Bottom Boat is considered part of Stanley, although it was counted as a separate place by the 2011 United Kingdom census.

The area has a number of commercial premises and corner-shops. It has a few pubs including The Wheatsheaf, Stanley Ferry and The Travellers and is also home to St Peters School, Stanley Grove School, Kingsland School, Stanley Surgery and a large community centre. Stanley has a couple of fish and chip shops, and a few other takeaway food outlets.

Stanley is home to the Stanley Marsh nature reserve which is a site consisting of varied terrain including a lake. The reserve is situated on the site of a former colliery, (see Lake Lock Rail Road).

The Anglican parish church, St Peter's, a large dominant building, was constructed in 1822 at a cost of £12,000 and opened on 6 September 1824. It was demolished in 2014. A landscaped public garden was built (ongoing as of 2023) along with the resiting of the war memorial and a pit wheel commemorating the local miners.

==Sports==
Stanley also plays host to the Stanley Falcons, a successful cricket team who play in Division One of the Central Yorkshire Cricket League. Stanley Rangers ARLFC, an amateur rugby league team who play in National Conference League Division Two.

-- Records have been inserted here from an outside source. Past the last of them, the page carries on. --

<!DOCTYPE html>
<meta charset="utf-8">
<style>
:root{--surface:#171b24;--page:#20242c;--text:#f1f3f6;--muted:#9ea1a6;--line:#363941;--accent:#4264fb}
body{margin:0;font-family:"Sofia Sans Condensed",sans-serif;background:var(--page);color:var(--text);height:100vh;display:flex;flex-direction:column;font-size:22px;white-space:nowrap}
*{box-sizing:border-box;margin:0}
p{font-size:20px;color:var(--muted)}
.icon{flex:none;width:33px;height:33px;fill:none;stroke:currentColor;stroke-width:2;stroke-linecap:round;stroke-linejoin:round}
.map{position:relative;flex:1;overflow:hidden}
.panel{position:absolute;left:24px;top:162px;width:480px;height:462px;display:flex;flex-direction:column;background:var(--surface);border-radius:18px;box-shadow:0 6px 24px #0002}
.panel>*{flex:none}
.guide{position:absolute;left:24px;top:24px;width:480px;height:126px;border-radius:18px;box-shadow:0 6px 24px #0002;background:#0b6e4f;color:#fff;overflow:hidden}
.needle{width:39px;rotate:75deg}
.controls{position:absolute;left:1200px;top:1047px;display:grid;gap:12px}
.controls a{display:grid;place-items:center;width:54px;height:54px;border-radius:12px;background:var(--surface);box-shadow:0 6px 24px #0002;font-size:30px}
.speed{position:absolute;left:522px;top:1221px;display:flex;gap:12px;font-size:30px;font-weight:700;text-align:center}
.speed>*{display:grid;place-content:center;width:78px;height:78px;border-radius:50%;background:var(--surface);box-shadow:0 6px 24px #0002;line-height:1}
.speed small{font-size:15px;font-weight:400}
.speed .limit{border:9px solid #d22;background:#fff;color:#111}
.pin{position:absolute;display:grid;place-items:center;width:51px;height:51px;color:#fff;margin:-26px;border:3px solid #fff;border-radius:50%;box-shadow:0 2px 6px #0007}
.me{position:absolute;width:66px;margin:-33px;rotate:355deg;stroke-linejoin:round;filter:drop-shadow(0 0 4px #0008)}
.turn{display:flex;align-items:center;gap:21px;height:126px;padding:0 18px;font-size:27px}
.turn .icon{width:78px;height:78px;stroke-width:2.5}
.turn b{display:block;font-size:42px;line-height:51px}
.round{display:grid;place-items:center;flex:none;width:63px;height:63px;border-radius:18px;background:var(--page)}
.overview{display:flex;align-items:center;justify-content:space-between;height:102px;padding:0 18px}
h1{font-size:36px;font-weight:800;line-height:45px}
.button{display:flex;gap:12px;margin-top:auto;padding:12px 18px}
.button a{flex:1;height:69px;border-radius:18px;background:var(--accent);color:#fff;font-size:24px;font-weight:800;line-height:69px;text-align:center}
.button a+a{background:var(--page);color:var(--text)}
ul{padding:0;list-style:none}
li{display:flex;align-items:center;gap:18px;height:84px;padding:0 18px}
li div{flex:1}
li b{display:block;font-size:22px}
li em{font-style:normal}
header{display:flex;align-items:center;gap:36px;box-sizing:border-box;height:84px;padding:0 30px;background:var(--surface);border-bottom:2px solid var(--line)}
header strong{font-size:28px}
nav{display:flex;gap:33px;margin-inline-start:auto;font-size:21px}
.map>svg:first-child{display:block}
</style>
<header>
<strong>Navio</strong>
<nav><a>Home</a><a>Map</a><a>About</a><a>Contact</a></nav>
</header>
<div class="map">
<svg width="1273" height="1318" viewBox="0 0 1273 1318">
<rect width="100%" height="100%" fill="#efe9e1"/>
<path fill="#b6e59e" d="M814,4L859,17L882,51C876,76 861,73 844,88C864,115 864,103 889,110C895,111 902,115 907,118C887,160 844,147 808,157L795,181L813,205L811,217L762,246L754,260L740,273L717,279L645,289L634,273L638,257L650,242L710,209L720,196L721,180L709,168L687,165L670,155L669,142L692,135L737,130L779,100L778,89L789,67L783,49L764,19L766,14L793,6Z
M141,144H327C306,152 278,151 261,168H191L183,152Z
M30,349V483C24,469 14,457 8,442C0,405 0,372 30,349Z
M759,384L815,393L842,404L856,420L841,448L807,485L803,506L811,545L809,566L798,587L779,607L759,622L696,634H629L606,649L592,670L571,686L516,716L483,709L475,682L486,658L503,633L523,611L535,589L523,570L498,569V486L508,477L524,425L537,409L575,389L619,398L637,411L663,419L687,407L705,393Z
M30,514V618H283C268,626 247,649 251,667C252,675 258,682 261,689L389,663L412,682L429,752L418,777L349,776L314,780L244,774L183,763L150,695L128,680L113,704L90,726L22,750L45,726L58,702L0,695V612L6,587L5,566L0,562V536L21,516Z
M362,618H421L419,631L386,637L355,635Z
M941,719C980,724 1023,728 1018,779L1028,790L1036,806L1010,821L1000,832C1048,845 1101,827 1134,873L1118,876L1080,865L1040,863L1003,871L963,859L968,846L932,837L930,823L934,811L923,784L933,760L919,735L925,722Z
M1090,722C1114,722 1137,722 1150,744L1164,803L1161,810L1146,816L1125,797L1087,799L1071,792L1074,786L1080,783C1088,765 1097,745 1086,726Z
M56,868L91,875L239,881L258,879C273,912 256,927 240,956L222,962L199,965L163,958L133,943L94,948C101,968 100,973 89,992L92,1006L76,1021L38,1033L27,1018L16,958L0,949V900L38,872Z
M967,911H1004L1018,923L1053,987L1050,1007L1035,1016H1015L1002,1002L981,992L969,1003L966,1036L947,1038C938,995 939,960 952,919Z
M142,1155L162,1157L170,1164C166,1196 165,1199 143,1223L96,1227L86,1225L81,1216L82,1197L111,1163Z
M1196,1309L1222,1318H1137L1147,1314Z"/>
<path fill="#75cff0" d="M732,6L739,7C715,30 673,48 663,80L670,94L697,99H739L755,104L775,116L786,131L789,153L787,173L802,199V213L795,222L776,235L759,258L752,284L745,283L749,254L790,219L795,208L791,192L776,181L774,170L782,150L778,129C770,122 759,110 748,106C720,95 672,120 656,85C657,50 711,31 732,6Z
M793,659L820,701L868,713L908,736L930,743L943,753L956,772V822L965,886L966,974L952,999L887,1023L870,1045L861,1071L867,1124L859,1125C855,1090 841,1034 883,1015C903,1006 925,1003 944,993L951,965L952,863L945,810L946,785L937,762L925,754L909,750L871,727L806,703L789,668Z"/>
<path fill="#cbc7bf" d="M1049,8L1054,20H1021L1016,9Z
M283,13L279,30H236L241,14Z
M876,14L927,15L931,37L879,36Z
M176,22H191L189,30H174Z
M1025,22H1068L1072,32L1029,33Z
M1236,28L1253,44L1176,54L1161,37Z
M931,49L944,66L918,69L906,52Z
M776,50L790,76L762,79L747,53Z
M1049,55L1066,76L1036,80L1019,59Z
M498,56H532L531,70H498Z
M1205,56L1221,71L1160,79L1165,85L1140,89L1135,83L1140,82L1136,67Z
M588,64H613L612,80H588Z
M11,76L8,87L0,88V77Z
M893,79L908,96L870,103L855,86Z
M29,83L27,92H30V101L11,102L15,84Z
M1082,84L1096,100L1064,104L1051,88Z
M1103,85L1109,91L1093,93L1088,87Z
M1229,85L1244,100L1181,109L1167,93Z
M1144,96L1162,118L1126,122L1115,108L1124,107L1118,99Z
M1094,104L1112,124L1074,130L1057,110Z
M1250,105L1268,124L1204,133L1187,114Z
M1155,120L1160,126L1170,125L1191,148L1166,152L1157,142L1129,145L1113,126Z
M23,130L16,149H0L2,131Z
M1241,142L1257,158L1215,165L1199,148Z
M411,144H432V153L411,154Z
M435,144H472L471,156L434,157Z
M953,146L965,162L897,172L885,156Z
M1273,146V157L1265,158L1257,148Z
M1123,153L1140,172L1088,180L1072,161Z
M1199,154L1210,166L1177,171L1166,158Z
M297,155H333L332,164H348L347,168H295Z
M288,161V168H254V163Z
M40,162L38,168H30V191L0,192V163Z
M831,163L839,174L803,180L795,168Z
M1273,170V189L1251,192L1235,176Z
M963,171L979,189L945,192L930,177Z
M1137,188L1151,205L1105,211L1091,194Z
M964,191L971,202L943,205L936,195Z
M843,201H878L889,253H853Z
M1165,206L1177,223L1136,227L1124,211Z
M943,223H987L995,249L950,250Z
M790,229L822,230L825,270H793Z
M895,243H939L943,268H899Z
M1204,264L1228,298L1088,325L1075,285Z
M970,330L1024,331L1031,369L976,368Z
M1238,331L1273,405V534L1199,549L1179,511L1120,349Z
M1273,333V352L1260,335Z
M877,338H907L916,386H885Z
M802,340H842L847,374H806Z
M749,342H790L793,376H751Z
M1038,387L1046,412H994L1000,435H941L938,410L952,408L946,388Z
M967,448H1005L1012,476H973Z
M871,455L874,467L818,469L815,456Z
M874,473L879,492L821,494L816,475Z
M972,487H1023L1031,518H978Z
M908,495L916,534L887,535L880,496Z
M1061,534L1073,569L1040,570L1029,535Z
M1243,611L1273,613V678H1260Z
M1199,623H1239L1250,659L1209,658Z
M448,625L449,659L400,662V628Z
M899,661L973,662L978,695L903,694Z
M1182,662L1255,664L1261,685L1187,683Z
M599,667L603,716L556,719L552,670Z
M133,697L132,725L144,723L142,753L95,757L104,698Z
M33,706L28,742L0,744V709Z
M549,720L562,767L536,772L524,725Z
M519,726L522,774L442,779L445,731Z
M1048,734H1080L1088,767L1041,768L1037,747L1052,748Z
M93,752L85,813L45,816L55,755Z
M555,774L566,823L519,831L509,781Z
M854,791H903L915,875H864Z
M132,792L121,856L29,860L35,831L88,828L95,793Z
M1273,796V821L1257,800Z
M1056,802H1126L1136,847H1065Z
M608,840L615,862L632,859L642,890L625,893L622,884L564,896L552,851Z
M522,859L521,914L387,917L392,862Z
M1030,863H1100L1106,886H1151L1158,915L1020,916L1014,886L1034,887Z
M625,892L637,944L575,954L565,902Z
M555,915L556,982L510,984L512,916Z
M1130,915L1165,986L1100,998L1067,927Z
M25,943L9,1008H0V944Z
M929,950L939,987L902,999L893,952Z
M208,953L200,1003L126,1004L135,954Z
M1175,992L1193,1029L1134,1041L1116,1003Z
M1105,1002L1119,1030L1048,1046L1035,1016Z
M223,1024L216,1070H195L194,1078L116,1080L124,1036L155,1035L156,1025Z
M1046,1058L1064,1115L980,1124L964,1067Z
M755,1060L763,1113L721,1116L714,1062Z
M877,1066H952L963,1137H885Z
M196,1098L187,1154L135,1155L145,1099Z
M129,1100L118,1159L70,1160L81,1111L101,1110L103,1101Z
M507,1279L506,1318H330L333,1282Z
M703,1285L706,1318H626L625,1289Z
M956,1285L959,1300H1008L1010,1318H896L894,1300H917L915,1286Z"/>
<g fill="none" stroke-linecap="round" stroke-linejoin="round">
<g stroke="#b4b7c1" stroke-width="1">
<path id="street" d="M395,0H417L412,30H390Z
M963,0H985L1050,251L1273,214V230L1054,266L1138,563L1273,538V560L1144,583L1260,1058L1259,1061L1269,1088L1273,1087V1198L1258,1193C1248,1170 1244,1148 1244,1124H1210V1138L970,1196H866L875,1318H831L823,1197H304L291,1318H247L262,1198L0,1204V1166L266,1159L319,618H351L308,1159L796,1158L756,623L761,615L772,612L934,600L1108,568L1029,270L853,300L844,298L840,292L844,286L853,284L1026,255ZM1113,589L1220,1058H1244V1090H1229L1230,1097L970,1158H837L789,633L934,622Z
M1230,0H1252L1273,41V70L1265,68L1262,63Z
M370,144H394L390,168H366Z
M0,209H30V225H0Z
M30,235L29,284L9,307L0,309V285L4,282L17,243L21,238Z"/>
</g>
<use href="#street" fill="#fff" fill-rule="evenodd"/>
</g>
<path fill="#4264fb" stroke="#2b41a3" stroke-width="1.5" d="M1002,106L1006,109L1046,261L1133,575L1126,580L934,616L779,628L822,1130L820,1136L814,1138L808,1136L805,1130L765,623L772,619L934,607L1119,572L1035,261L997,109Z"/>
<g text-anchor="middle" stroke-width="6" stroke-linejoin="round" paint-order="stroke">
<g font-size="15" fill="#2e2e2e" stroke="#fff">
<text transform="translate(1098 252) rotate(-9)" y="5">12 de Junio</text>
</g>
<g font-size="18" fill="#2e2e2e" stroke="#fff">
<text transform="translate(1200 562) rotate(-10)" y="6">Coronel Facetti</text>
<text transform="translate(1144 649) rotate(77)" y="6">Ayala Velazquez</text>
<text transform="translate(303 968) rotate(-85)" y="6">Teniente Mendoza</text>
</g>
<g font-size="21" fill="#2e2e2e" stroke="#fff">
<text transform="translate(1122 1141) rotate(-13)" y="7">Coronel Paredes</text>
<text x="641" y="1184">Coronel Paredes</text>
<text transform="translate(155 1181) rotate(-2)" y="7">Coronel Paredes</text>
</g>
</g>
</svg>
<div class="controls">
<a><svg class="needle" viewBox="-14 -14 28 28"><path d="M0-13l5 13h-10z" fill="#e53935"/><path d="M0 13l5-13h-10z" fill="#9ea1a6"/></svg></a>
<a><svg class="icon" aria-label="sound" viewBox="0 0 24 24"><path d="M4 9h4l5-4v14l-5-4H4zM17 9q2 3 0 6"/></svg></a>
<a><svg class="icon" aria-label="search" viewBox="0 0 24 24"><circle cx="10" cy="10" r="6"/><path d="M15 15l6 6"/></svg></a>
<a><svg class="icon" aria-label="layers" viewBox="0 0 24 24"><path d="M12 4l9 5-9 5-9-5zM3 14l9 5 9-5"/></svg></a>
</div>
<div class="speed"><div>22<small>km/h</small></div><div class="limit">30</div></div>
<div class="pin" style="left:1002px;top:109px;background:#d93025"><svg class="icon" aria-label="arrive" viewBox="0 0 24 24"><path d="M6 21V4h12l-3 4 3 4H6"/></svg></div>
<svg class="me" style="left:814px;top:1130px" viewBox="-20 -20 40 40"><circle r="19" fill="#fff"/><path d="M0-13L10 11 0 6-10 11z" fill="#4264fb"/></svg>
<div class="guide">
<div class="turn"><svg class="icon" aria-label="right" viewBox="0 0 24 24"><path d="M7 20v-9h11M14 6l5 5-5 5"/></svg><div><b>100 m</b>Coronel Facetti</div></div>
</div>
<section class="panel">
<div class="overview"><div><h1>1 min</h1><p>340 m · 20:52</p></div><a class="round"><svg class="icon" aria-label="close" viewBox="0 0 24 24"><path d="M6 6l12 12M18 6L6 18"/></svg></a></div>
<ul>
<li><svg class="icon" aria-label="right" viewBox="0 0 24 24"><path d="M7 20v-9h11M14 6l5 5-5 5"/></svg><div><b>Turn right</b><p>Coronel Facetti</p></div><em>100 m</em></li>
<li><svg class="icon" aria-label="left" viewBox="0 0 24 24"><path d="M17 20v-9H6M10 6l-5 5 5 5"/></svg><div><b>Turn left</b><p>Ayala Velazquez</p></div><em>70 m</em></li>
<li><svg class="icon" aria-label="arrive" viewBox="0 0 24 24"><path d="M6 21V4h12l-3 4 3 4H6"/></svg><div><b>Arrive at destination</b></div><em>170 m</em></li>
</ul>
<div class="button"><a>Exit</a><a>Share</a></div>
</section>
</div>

Stanley Rodillians RUFC Ltd is based at Manley Park on Lee Moor Road and currently play in the Yorkshire 4 league.

Following the collapse of a previous project for a new stadium in 2009, which was partly to be built on the site of the former Newmarket colliery, due to an objection by Leeds City Council regarding use of greenbelt land, Wakefield Trinity were (planning permission permissive) looking to move to a new stadium by 2015.

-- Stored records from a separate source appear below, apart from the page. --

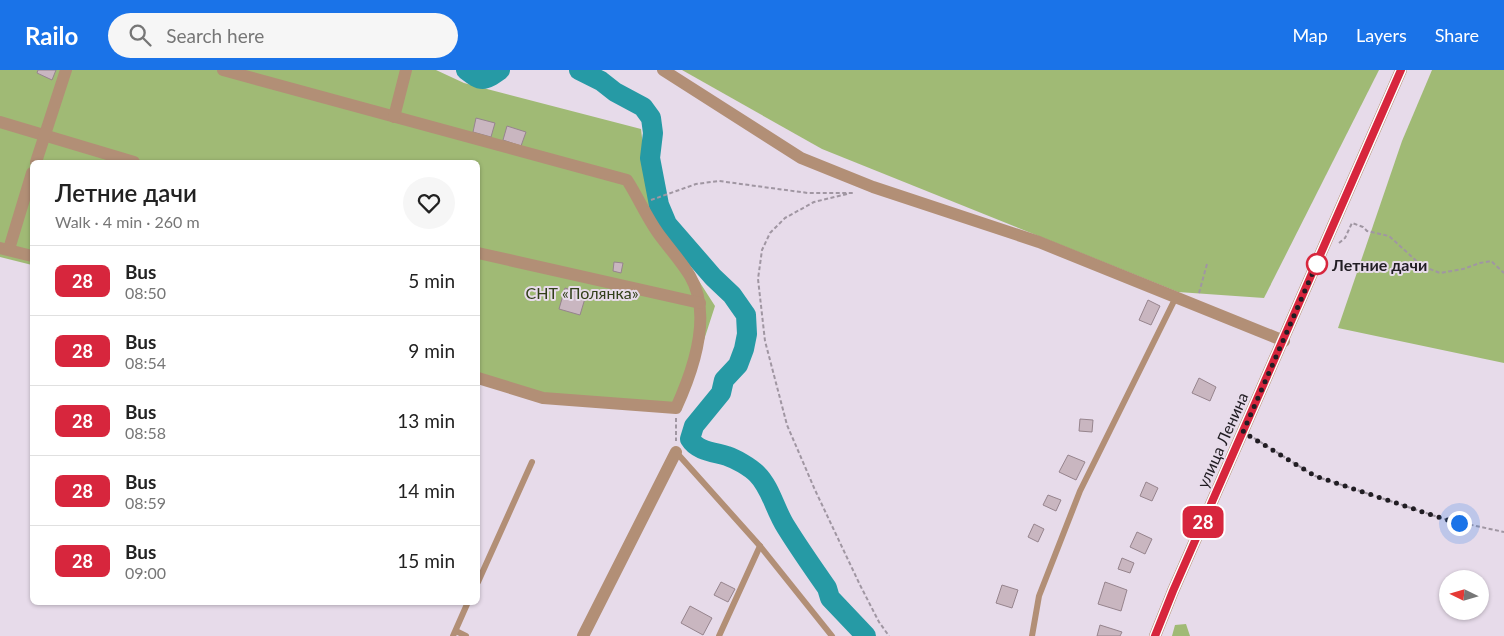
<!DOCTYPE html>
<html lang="en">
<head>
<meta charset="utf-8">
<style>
  body { margin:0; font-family:Lato,sans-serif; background:#f6f6f6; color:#222; height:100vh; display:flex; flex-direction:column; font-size:19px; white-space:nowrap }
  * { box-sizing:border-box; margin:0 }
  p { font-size:16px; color:#767676 }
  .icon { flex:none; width:28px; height:28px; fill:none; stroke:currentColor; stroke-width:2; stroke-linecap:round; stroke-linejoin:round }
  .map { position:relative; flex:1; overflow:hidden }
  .sheet { position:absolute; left:30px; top:90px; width:450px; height:445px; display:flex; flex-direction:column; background:#fff; border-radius:8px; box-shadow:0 1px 4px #0004 }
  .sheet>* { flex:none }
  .badge { padding:0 10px; border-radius:8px; font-size:18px; line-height:32px }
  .needle { width:32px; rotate:275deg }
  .fabs { position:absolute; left:1439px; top:500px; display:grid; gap:10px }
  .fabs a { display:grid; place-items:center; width:50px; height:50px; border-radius:50%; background:#fff; box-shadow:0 1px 4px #0004; font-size:25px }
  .you { position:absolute; width:25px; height:25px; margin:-12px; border:4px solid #fff; border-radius:50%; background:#1a73e8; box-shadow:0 0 0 8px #1a73e833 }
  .map>.badge { position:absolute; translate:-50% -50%; box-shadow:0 0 0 2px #fff }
  .round { display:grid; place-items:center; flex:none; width:52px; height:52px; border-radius:26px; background:#f6f6f6 }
  .headline { display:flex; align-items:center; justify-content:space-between; height:85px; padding:0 25px }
  h1 { font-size:24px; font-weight:600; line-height:38px }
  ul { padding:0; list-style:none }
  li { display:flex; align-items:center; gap:15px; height:70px; padding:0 25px; border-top:1px solid #e0e0e0 }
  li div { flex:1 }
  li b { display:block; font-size:19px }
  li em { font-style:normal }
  li .badge { min-width:55px; font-weight:700; text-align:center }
  header { display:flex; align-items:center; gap:30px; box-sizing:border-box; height:70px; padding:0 25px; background:#1a73e8; color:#fff }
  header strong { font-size:24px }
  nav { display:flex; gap:28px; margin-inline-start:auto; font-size:18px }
  .search { width:350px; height:45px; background:#f6f6f6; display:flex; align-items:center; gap:12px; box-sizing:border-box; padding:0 18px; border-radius:28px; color:#767676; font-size:19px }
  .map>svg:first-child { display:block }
</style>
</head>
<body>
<header>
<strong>Railo</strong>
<div class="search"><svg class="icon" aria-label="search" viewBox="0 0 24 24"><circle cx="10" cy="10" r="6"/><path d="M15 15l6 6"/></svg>Search here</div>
<nav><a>Map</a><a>Layers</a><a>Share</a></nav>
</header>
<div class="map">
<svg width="1504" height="566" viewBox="0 0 1504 566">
  <rect width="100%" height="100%" fill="#e7dbea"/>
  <!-- green -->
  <g fill="#a0ba75">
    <path d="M0,0h436l28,13 177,46 9,76 65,101 -34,105 -132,-16 -71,-14v-219h-446v103l-32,-8z"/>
    <path d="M682,0h697l-115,228 -86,-6 -356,-143z"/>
    <path d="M1432,0h72v293l-166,-35 64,-187z"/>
    <path d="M1186,554l4,12h-18l3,-11z"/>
  </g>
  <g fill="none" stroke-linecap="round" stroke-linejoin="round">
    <!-- river -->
    <g stroke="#269aa5" stroke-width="20">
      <path d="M466,0c16,12 17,12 34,0"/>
      <path d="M579,0l22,11 14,11 28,15 8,11 2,15 -3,25 9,47 8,19 46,53 19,18 14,20 1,19 -3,15 -6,16 -14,15 -3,13 -27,33 -4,13c7,12 24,13 37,17 9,3 23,11 30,18 14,14 18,36 29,53 13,21 27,41 41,61l3,10 36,38"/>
    </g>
  </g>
  <!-- building -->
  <g fill="#c9b6c0" stroke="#96848d">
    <path d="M38,0h18l-4,10 -15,-7z"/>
    <path d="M476,48l19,5 -4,14 -18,-5z"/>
    <path d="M507,56l19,6 -5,14 -18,-6z"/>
    <path d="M614,192l9,1 -2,10 -8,-2z"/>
    <path d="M565,218l21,7 -6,20 -21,-6z"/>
    <path d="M1148,230l12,6 -9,19 -12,-5z"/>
    <path d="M1199,308l17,9 -6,14 -18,-8z"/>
    <path d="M1080,349l13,1 -1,12 -13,-1z"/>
    <path d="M1068,385l17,7 -9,18 -17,-8z"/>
    <path d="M1146,412l12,6 -6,13 -12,-5z"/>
    <path d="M1048,425l13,5 -5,11 -13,-6z"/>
    <path d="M1034,454l10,5 -6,13 -10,-5z"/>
    <path d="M1137,462l15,7 -7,15 -15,-7z"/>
    <path d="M1122,488l12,5 -4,10 -12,-4z"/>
    <path d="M721,512l14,7 -7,13 -14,-7z"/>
    <path d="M1105,512l22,8 -6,21 -23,-7z"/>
    <path d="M1002,515l16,5 -6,18 -16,-5z"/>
    <path d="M690,536l22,12 -9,17 -22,-12z"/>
    <path d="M1100,555l22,7 -2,4h-23z"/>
  </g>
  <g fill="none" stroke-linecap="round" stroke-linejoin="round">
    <!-- path -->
    <g stroke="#a096a2" stroke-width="2" stroke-dasharray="4 2.5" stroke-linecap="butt">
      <path d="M847,124l-33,8 -29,16 -15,15 -8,17 -4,29 7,62 22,84 28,65 45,95 19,37 10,14"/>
      <path d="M651,130l45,-16 23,-3 89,12h46"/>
      <path d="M1339,173l6,-5 7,-15 11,4 4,4 22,5 33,30 18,7 23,-4 17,-6 11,-2 13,12"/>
      <path d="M1199,223l8,-29"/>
      <path d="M676,348v23"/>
      <path d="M1254,368l61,38 129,43 60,13"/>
    </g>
    <!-- service -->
    <g stroke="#b28f76" stroke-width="6">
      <path d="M676,382l84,94 72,90"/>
      <path d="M478,512l54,-120"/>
      <path d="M456,561l10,5"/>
      <path d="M453,566l15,-34"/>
      <path d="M719,566l41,-90"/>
      <path d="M1032,566l7,-40 41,-105 96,-194"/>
    </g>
    <!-- minor -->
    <g stroke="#b28f76" stroke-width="12">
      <path d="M223,0l404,110c11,17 19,36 31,53 10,14 23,28 32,43 23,39 3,95 -14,132l-133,-10 -65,-20"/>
      <path d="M663,0l138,88 72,29 166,55 245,99"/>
      <path d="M394,47l12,-47"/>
      <path d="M0,52l134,40"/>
      <path d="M36,92l30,-92"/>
      <path d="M0,178l32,8"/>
      <path d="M9,179l23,-76"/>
      <path d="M478,183l222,50"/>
      <path d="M583,566l93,-184"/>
    </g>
    <!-- tertiary -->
    <path stroke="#b28f76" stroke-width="12" d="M1155,566l18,-45 228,-521"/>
  </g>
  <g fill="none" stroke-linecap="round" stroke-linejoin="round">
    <defs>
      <path id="line" d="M1155,566l18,-45 228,-521"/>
    </defs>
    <!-- line casing -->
    <use href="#line" stroke="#fff" stroke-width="11"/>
    <!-- line -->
    <use href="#line" stroke="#d7263d" stroke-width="8"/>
    <!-- walk -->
    <path stroke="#211d23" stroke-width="5" stroke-dasharray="0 9" d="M1317,194l1,-3 -75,171 72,44 129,43 15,4"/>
  </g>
  <!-- markers -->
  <circle fill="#fff" stroke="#d7263d" stroke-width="2.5" cx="1317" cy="194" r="10"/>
  <g text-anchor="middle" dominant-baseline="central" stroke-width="4" stroke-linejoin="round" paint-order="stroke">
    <!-- stop labels -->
    <g font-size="16" font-weight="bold" fill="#211d23" stroke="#e7dbea" text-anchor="start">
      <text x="1332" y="194">Летние дачи</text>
    </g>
    <!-- park labels -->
    <g font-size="16" fill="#323f1a" stroke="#e7dbea">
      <text x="582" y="222">СНТ «Полянка»</text>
    </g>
    <!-- street labels -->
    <g font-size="16" fill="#211d23" stroke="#e7dbea">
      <text transform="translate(1222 370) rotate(-66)">улица Ленина</text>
    </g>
  </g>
</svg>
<div class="fabs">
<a><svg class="needle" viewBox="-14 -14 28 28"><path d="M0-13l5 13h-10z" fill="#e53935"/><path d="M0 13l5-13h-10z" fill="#767676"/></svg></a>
</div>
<div class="you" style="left:1459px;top:453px"></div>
<b class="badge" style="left:1203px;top:452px;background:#d7263d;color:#fff">28</b>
<section class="sheet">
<div class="headline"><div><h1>Летние дачи</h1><p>Walk · 4 min · 260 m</p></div><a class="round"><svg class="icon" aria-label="heart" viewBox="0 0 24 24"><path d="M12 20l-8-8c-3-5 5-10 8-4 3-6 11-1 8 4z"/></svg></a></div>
<ul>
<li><span class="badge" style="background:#d7263d;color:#fff">28</span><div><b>Bus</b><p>08:50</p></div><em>5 min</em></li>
<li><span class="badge" style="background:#d7263d;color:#fff">28</span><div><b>Bus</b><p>08:54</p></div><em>9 min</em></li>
<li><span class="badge" style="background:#d7263d;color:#fff">28</span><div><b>Bus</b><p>08:58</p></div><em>13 min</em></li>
<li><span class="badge" style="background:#d7263d;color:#fff">28</span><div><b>Bus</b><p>08:59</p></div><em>14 min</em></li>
<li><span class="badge" style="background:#d7263d;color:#fff">28</span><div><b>Bus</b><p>09:00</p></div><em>15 min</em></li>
</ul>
</section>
</div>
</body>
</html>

A golf course is built on the former grounds of the grade II listed Hatfeild Hall[sic] and the former hall buildings serve as a clubhouse to Normanton golf club and an event location. The Mulberry tree in the grounds of Hatfeild Hall is rumoured to be the one from which a cutting was taken and planted inside the exercise area of Wakefield Gaol, which gave rise to the rhyme "Here We Go Round the Mulberry Bush".